Its better to keep your mouth closed and let folks assume you are a fool than to open it and remove all doubt.

P.S the cost of a 8 dollar or 10 dollar call dont really matter to me...i can afford up to 12 dollars if i need to...LOL
And, in my opinion there are no better calls than the copperhead, thats why i carry woodhavens, just b/c you think they are no good dont mean everyone does. heck i have killed alot of birds using them...sure you could to if you practiced with them or new how to call


----------



## boparks (Mar 12, 2010)

DaddyPaul said:


> P.S.  I've met Sadler a long time ago at BPS Orlando and I know Scott Ellis very well.  They are both good guys and kill turkeys year in and year out.  I will also bet that they did the same prior to any affiliation with Woodhaven.  I'd also bet that they have the pick of the litter so to speak when picking out comp calls.  You don't think they just pull one off the display at the show and start competing do you?
> 
> In summation:  Y'all are probably right, I guess I should have just kept my mouth shut and moved on but I'm three days post op on my right knee, I ain't gonna be able to walk without crutches for 6 weeks, my knee hurts and I'm feeling a bit ornery today.

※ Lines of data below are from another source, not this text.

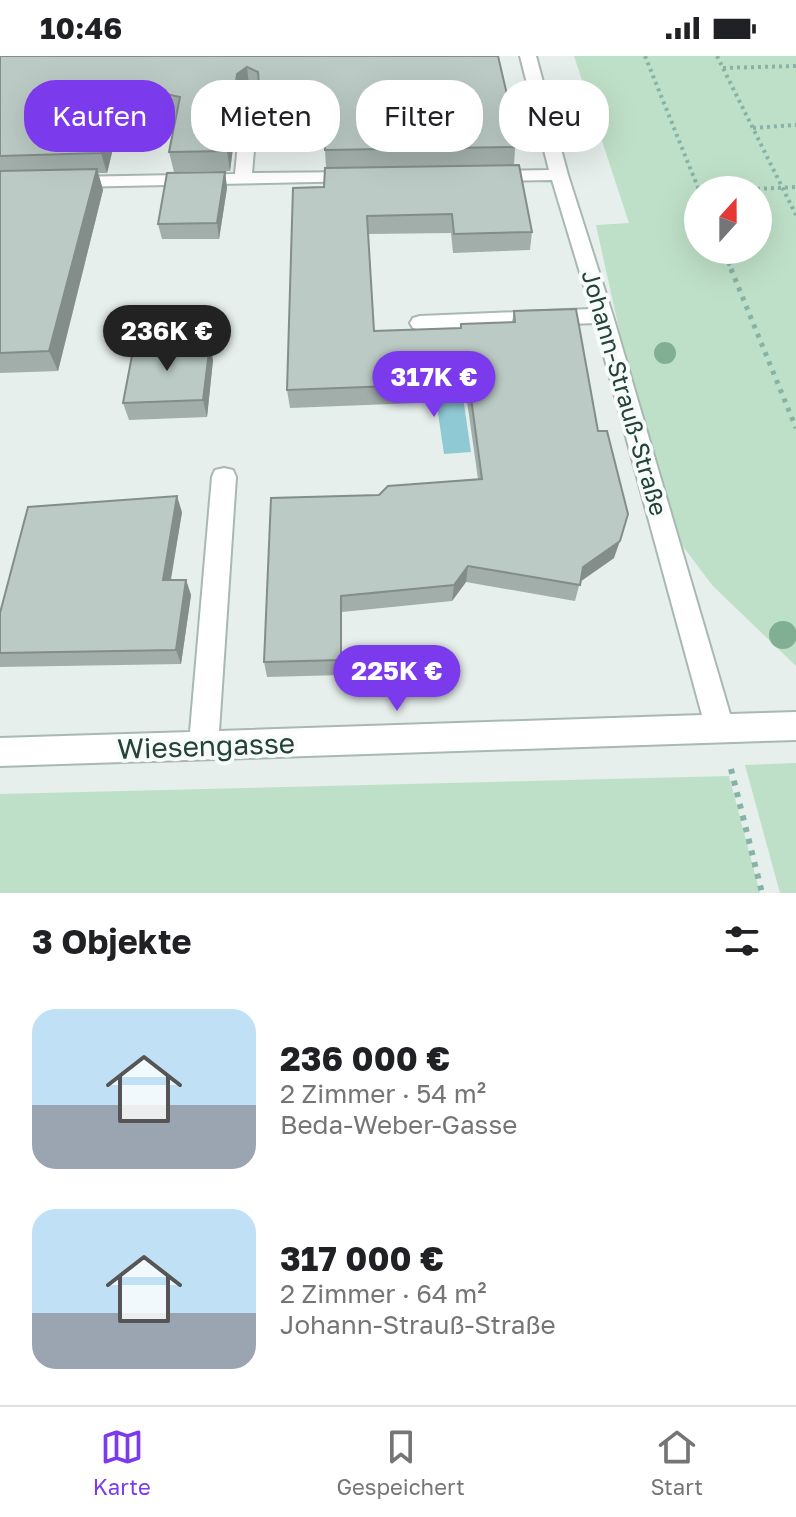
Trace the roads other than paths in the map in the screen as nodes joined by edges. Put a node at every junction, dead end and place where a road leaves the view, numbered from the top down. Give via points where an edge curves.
1 (528, 56) edge
2 (246, 152) edge
3 (559, 175) junction
4 (470, 176) edge
5 (382, 177) edge
6 (243, 179) junction
7 (44, 182) edge
8 (603, 316) junction
9 (420, 323) dead end
10 (224, 477) dead end
11 (796, 726) edge
12 (720, 729) junction
13 (203, 746) junction
14 (0, 752) edge

1 - 3 street, Johann-Strauß-Straße via 548,97
2 - 6 street
3 - 4 street
3 - 8 street, Johann-Strauß-Straße
5 - 6 street
6 - 7 street
8 - 9 street
8 - 12 street, Johann-Strauß-Straße
10 - 13 street
11 - 12 street, Wiesengasse
12 - 13 street, Wiesengasse
13 - 14 street, Wiesengasse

Theres no doubt that Sadler or any of the guys on the circuit can pick up any call and make it sing. They could probably pick up a rock and stick up off the ground and kill a turkey. No doubt they try many calls before they pick what they think sounds good. I do the same thing when I can. I open em up  even at the store and run em

Sadler did tell me an interesting story about someone who had ordered a Vision call and then called and said he didn't like it and they asked him to send it back. When it came in they threw it in a pile with some other culled calls.

Sadler came by the shop and was messing around and picked up the returned call and ran it and asked why it was in the pile and was told about the return.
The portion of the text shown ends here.